Top of EXERCISE INPUTS

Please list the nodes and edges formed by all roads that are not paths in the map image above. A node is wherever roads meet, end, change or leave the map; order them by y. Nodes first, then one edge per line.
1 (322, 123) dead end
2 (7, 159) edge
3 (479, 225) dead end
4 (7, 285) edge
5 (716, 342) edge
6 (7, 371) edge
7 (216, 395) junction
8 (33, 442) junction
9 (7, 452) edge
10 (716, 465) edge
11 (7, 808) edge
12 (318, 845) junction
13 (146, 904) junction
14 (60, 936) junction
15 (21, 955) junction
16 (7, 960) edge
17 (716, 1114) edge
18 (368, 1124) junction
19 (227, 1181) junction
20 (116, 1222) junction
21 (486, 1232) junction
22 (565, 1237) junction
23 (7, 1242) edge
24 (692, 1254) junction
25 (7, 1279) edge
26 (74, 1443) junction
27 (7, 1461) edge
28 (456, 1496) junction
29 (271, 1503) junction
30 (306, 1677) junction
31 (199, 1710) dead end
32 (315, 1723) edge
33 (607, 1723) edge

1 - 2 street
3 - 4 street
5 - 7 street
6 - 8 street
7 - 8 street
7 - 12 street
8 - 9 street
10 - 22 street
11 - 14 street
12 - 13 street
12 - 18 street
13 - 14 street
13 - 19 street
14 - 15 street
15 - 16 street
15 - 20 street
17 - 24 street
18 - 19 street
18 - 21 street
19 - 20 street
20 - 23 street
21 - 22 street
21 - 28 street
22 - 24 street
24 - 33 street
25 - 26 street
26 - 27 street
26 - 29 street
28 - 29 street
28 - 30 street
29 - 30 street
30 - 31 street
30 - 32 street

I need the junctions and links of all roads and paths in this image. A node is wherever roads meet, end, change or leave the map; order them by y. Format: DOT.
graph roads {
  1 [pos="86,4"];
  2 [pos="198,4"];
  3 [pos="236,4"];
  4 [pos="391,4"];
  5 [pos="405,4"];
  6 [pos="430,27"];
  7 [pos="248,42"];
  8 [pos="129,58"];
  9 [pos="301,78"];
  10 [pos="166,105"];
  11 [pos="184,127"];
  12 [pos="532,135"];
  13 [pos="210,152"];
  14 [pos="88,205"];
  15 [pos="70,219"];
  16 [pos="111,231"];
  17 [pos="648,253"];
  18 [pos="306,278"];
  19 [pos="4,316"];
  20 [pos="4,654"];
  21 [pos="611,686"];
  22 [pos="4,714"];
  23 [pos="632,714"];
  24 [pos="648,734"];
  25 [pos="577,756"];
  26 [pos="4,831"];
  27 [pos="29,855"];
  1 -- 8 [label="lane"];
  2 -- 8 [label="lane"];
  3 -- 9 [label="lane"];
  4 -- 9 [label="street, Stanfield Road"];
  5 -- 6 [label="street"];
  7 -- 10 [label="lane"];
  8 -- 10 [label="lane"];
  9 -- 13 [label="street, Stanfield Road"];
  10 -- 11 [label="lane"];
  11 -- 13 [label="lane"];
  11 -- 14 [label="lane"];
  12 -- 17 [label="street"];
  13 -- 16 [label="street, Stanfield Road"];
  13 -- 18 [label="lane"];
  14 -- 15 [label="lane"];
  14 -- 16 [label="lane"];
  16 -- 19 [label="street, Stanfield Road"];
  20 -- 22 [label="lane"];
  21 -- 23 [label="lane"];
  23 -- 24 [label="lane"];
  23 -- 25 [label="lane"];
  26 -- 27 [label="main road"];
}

Bottom of EXERCISE INPUTS

TRY IT: What lines of the data contain the string "paths"? List them.

RESULT FOR THIS TASK:
Please list the nodes and edges formed by all roads that are not paths in the map image above. A node is wherever roads meet, end, change or leave the map; order them by y. Nodes first, then one edge per line.
I need the junctions and links of all roads and paths in this image. A node is wherever roads meet, end, change or leave the map; order them by y. Format: DOT.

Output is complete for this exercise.